Appropriate Infrastructure Development Group

The Appropriate Infrastructure Development Group (AIDG) provided access to environmentally friendly infrastructure in impoverished communities in developing countries through a combination of business incubation, education, and direct outreach. The AIDG’s focus is the promotion of affordable and environmentally sound technologies to address gaps in basic services and infrastructure in rural areas of developing countries. The AIDG incubates businesses that provide renewable energy, water, and sanitation technologies to underserved communities, development agencies, and private individuals. The AIDG offers developing world design experience for university students interested in appropriate technology while providing hands-on assistance to rural communities in need.

Target population

The AIDG aims to increase the use of environmentally sound infrastructure among rural agriculturalists who are currently unserved or underserved by large-grid water, electrical, and sanitation infrastructure.

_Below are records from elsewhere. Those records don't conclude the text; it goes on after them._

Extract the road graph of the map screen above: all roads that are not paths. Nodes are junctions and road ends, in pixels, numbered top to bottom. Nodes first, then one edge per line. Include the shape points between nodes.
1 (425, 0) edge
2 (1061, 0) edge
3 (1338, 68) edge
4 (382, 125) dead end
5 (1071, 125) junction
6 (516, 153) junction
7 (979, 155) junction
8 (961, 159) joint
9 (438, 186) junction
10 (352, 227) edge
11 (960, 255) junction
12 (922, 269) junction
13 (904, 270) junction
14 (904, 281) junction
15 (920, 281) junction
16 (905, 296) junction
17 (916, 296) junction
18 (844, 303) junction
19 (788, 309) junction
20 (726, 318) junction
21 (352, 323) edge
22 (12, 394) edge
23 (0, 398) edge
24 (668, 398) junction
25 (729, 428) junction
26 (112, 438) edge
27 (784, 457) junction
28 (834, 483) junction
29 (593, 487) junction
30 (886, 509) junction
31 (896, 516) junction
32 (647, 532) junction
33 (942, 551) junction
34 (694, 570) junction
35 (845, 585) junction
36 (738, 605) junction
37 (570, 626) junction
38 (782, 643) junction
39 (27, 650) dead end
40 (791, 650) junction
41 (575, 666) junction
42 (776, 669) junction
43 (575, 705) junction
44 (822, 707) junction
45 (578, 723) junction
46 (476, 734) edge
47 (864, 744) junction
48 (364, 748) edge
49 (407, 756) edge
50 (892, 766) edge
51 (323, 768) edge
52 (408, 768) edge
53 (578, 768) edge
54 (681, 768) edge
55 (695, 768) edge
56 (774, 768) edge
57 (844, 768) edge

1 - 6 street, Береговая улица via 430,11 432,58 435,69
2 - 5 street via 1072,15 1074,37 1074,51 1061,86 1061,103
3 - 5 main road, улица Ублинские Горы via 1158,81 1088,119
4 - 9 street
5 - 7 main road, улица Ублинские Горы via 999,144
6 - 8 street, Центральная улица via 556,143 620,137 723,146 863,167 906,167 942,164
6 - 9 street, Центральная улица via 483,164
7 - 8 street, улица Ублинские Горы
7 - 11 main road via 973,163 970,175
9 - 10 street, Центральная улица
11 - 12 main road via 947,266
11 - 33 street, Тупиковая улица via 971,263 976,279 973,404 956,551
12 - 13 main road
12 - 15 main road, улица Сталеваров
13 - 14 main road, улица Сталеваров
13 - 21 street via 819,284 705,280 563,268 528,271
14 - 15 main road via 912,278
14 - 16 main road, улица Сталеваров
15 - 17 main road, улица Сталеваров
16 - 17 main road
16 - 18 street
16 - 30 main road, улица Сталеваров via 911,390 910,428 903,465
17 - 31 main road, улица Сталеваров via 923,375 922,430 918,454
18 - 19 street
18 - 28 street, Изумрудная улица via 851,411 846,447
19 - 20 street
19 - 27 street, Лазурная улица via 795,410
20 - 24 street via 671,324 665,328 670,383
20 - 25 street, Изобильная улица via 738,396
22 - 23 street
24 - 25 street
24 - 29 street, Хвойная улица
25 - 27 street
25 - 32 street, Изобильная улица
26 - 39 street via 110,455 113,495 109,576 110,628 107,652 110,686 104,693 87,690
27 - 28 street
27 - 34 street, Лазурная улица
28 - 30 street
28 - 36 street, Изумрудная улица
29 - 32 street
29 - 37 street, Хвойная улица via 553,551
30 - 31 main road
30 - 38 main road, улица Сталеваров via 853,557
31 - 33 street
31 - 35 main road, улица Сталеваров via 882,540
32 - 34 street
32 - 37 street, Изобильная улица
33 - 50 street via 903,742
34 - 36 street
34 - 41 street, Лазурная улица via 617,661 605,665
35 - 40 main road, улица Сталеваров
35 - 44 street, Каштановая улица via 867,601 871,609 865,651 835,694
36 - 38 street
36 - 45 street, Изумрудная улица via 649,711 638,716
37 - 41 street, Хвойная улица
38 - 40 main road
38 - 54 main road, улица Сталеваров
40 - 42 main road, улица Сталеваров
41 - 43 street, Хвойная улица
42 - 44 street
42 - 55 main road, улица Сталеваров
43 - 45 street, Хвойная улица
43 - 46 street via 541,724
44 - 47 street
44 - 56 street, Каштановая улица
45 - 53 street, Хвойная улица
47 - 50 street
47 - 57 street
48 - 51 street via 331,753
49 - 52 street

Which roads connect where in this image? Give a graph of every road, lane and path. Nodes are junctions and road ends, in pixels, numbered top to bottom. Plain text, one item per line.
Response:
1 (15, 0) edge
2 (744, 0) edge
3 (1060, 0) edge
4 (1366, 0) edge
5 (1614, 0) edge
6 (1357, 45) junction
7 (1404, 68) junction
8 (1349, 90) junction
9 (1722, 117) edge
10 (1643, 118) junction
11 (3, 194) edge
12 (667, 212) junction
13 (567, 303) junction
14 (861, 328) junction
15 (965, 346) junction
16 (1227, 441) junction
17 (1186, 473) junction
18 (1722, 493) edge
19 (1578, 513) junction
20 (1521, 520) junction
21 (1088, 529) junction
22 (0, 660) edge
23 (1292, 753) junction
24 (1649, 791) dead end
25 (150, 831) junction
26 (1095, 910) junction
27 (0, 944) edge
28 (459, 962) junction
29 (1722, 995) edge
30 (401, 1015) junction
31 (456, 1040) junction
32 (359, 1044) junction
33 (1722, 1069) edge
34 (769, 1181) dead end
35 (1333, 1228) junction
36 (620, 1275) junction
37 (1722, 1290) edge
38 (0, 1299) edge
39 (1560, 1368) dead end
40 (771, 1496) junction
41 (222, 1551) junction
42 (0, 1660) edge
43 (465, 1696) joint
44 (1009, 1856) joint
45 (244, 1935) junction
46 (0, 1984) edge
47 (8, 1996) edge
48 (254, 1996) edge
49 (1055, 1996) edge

The AIDG aims to provide products and services affordable to populations living on under 2 dollars a day.

Programs

The AIDG has three primary programs: business incubation, education, and community outreach.

  • Business Incubation. AIDG's Business Incubation Program locates engineering talent in developing countries and helps them to form businesses that provide village and home scale renewable energy and sanitation technologies to underserved communities, development agencies, and private individuals. The program provides seed capital, in the form of a recoverable grant, as well as comprehensive technical and logistical support over a two-year incubation period. After this period, interest-free repayments of the recoverable grant are paid back over 15 years and used to start new businesses in other geographic areas and regions. The objective is to use this self-sustaining replication model to create a global network of micro-manufacturing facilities, known as workshops. The staff from previously incubated businesses will train employees at the new workshops to ensure that learning is propagated throughout the network. Workshops are set up as design-build facilities with a diverse product range, capable of adapting to fluctuations in demand and the needs of the local market. Investing in manufacturing facilities ensures that the long-term knowledge and productive resources required to fabricate, install, repair, and innovate much-needed infrastructure technologies are disseminated to the communities and individuals that need them the most. Each workshop facility serves as a focal point for the AIDG's community outreach and education programs in the region.
  • Education. The AIDG Education Program provides internship opportunities for qualified professionals, undergraduate, and graduate students. This program fosters information exchange between university students and faculty and workers at the AIDG's incubated businesses. Any new product innovations that are developed in concert with the internship program are disseminated to all of the workshops. Through the Project Placement Program, students with novel designs are invited to manufacture and test the designs in one of the AIDG's incubated or post-incubation facilities. Designs are matched with interested communities for ongoing testing, and long-term performance information is relayed back to the student via the Internet.
  • Outreach. Through the AIDG Outreach Program, workshop employees and volunteers perform infrastructure improvements for rural community organizations, such as schools, hospitals, and community centers. Such projects, while providing needed services, demonstrate the utility of the workshop's products and increase acceptance among the greater population. They help the workshop employees understand the needs of the target populations they are trying to serve. By contracting the workshop to do an outreach project, the AIDG provides a supplemental income stream to the workshop during its incubation period.

AIDG outreach projects are the basis for the group's TecoTours service-learning program. Through the TecoTours program, groups of volunteers interested in working in developing countries provide a tax-deductible gift to gain hands-on experience working on outreach projects. This program is an opportunity to develop a constant stream of financial support independent of foundation or grant revenue.

Though each program — business incubation, education, and outreach — is described separately, they are integrated to such a degree that none would be able to function alone. For example, the income generated by the TecoTour program supports the incubated workshops, which in turn provide a working space for employees and international volunteers. Community outreach serves to foster local demand for the workshop's products, while concurrently providing training to workshop employees. The incubated businesses provide a functional environment to run the internship and education programs, while the products from the Project Placement Program aid the research and development of products for the workshop.

Business Incubation: Xela Teco

The AIDG began training at its first micro-manufacturing facility, XelaTeco, in Quetzaltenango (Xela) Guatemala in August 2005. Since then XelaTeco has produced biodigesters, windmills, high efficiency stoves, pumps, water filters, solar LED lighting systems and micro-hydro products. It is installing a micro-hydroelectric system to serve Communidad Nueva Alianza, a cooperative of 40 Guatemalan families.

XelaTeco comprises 10 Guatemalan workers, all highly skilled with university and technical school backgrounds, many lacking other viable work opportunities. The team is split between seven men and three women, with the varied skill set necessary for completing the variety of projects, from accounting and civil engineering to electronics and metalcasting.